The night was somber,
like a young man forced to rush off to the harbor
leaving behind beautiful moments, full of memories.
He was calm, wanting only peace,
when facing the final moments of destruction.
He was dressed in white, with his hair combed neatly
and his face immaculate. Whistling and singing occasionally,
he even had the time to finish the last of the coffee
in his purple cup.
“Welcome. I’ve already prepared everything
you came here to seize and destroy:
words, voices, or whatever it is you’re afraid of,
but which I don’t actually possess.”
He stood in the doorway,
staring at the killers’ faces, one by one.

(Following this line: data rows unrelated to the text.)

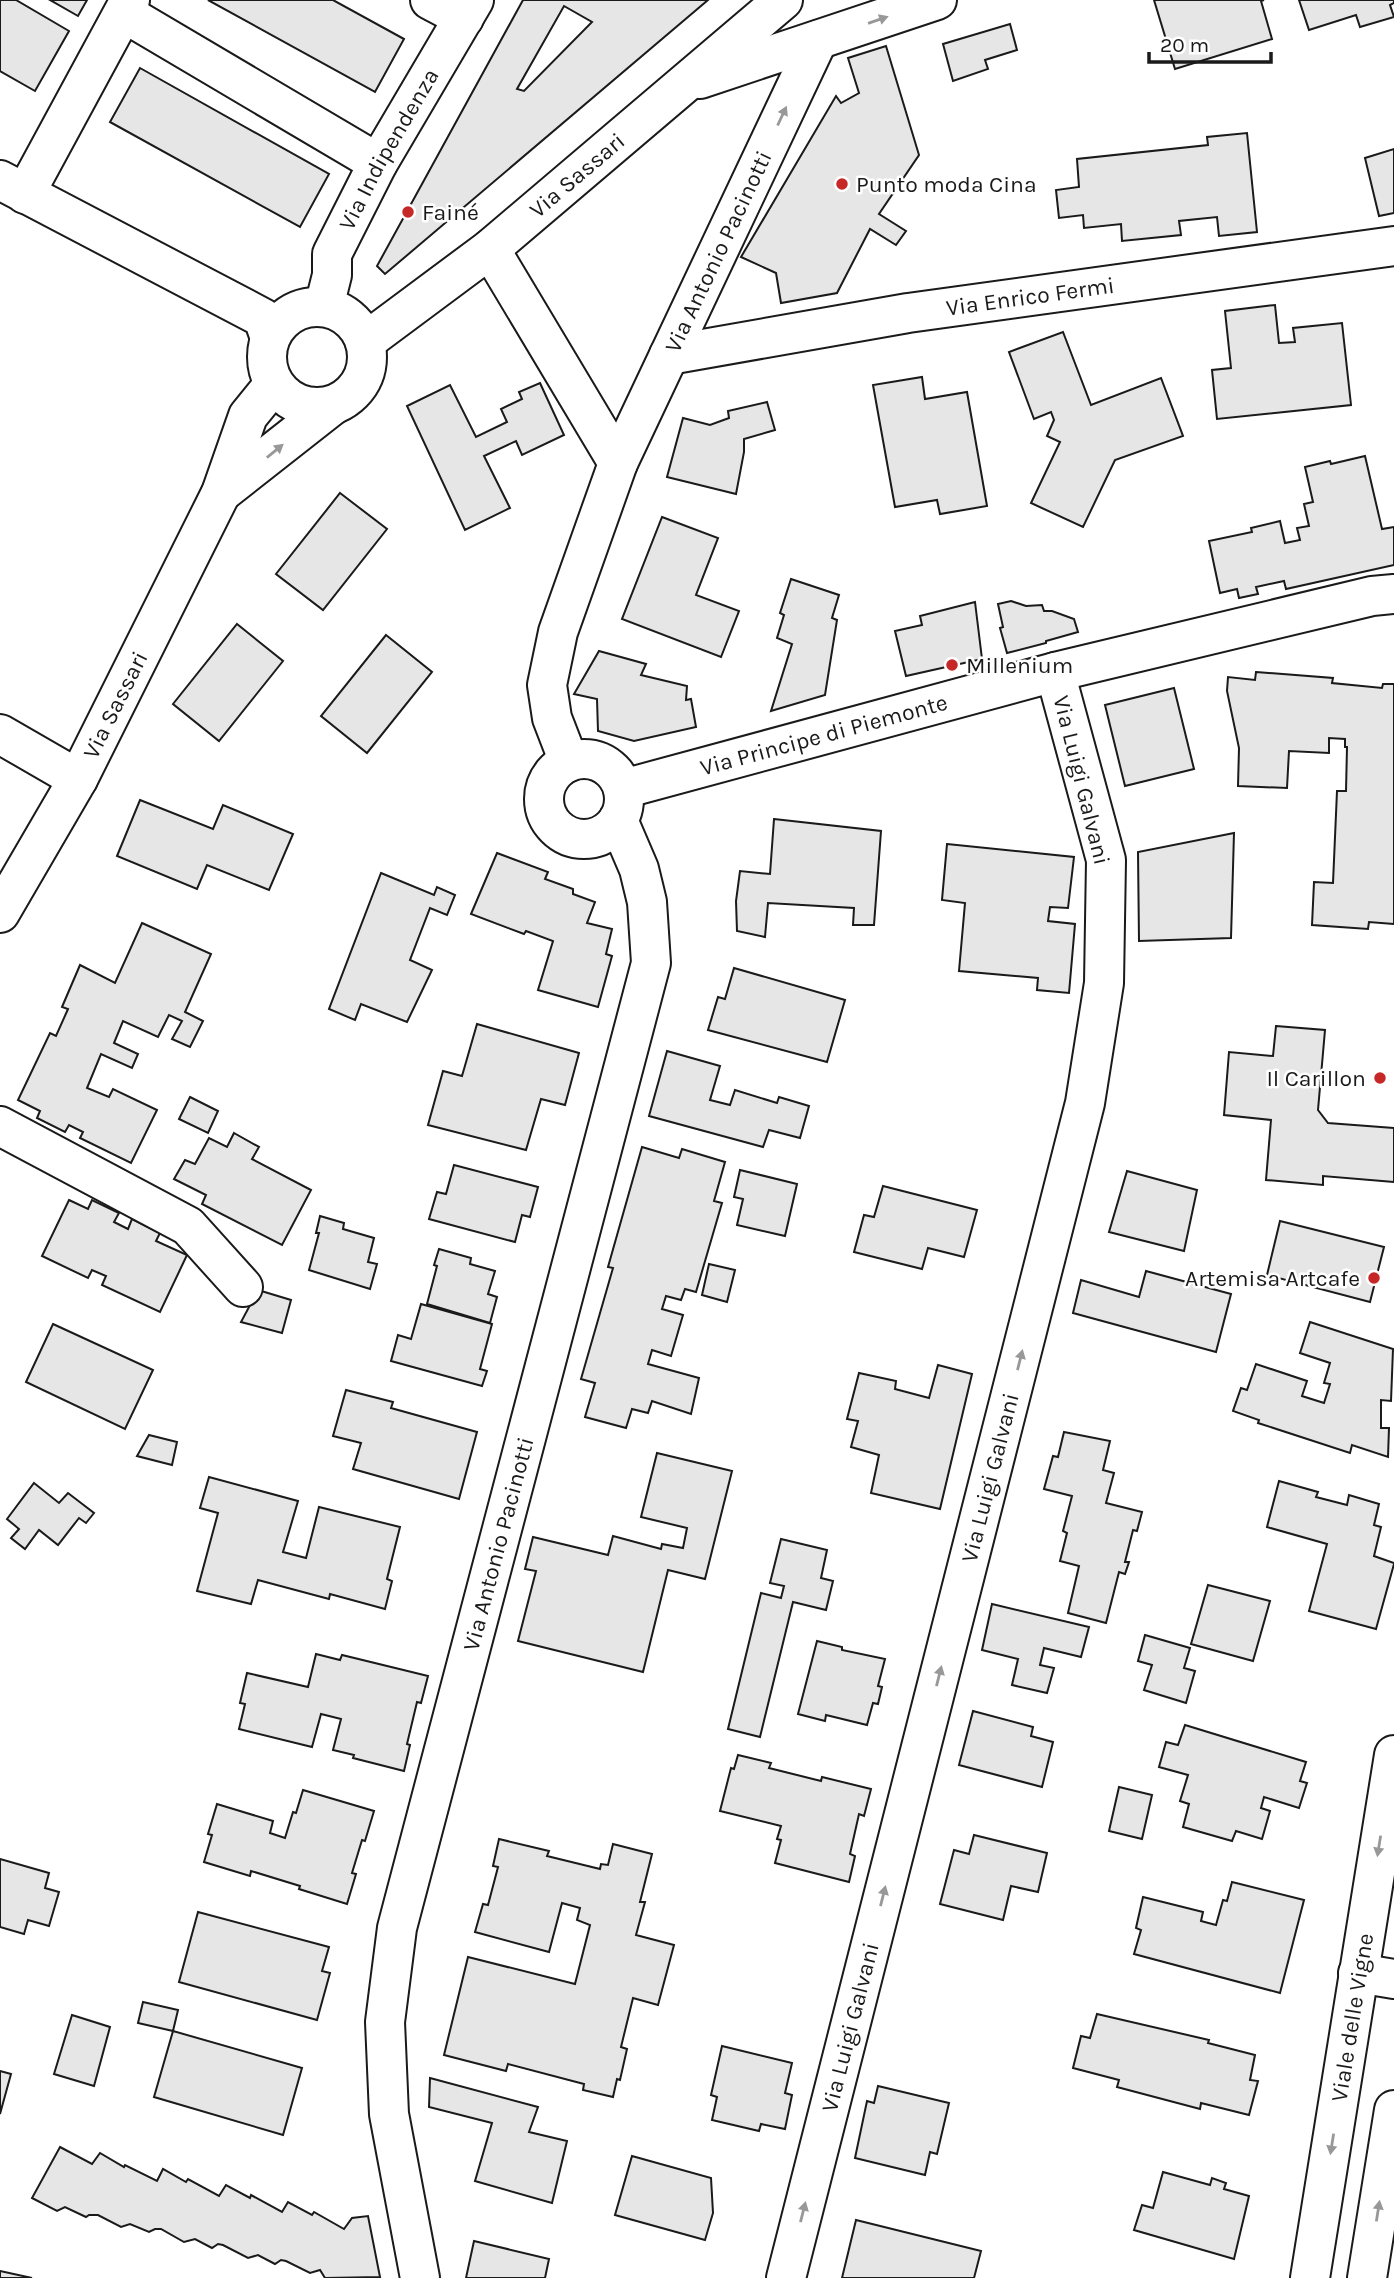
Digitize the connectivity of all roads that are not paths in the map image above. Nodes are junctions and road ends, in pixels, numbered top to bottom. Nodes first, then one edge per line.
1 (430, 0) edge
2 (785, 0) edge
3 (937, 0) edge
4 (127, 6) edge
5 (469, 9) edge
6 (818, 40) junction
7 (682, 85) junction
8 (378, 163) junction
9 (13, 187) edge
10 (1394, 246) edge
11 (490, 249) junction
12 (324, 306) junction
13 (270, 338) junction
14 (365, 342) junction
15 (668, 355) junction
16 (274, 384) junction
17 (333, 405) junction
18 (618, 463) junction
19 (221, 493) junction
20 (1394, 594) edge
21 (1055, 672) junction
22 (0, 734) edge
23 (569, 762) junction
24 (78, 779) junction
25 (620, 805) junction
26 (0, 913) edge
27 (0, 1126) edge
28 (243, 1287) dead end
29 (1394, 1755) edge
30 (1376, 1976) edge
31 (1394, 2110) edge
32 (420, 2278) edge
33 (786, 2278) edge
34 (1310, 2278) edge
35 (1367, 2278) edge

1 - 5 street
2 - 6 street
2 - 7 street, Via Sassari
6 -> 3 street
4 - 8 street
4 - 9 street
5 - 8 street, Via Indipendenza
6 - 7 street
15 -> 6 street, Via Antonio Pacinotti
7 - 11 street, Via Sassari
8 - 12 street, Via Indipendenza
9 - 13 street
10 - 15 street, Via Enrico Fermi
11 - 14 street, Via Sassari
11 - 18 street
12 - 13 street
12 - 14 street
13 - 16 street
14 - 17 street, Via Sassari
15 - 18 street, Via Antonio Pacinotti
16 - 17 street
16 - 19 street, Via Sassari
19 -> 17 street, Via Sassari
18 - 23 street, Via Antonio Pacinotti
19 - 24 street, Via Sassari
20 - 21 street, Via Principe di Piemonte
21 - 25 street, Via Principe di Piemonte
33 -> 21 street, Via Luigi Galvani
22 - 24 street
23 - 25 street, Via Antonio Pacinotti
23 - 25 street
24 - 26 street, Via Sassari
25 - 32 street, Via Antonio Pacinotti
27 - 28 street
29 -> 30 street, Viale delle Vigne
30 -> 34 street, Viale delle Vigne
35 -> 31 street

They trembled and looked around hesitantly.
“Excuse us, we’re rather nervous.
You’re braver, it turns out, than we expected.
We can see words forming a bold line
around your eyes.”
“Thanks, you can still make jokes
and pretend to humor me.
Quick, do your job, or your words
will come back to haunt you.”
“All right, then, permit us to confiscate the words
that you’ve prepared so willingly.
We’ll do our best to annihilate them.”
“No problem, they’re only words.
I have something more awesome than words.”
Speechless, the pack of killers marched home,
their frightful shapes, their savage faces,
swallowed by the night and the rain.
Meanwhile, on hundreds of deserted and lonely magazine
pages, words moved cheerfully about, as in a quiet-filled
garden, because, as he had written in red ink:
“Words are like butterflies competing for flowers,
or flowers competing for color,
or color competing for light,
or light competing for the heavens,
or the heavens competing for me.”
He slept soundly then, when outside
another pack of killers surrounded his house.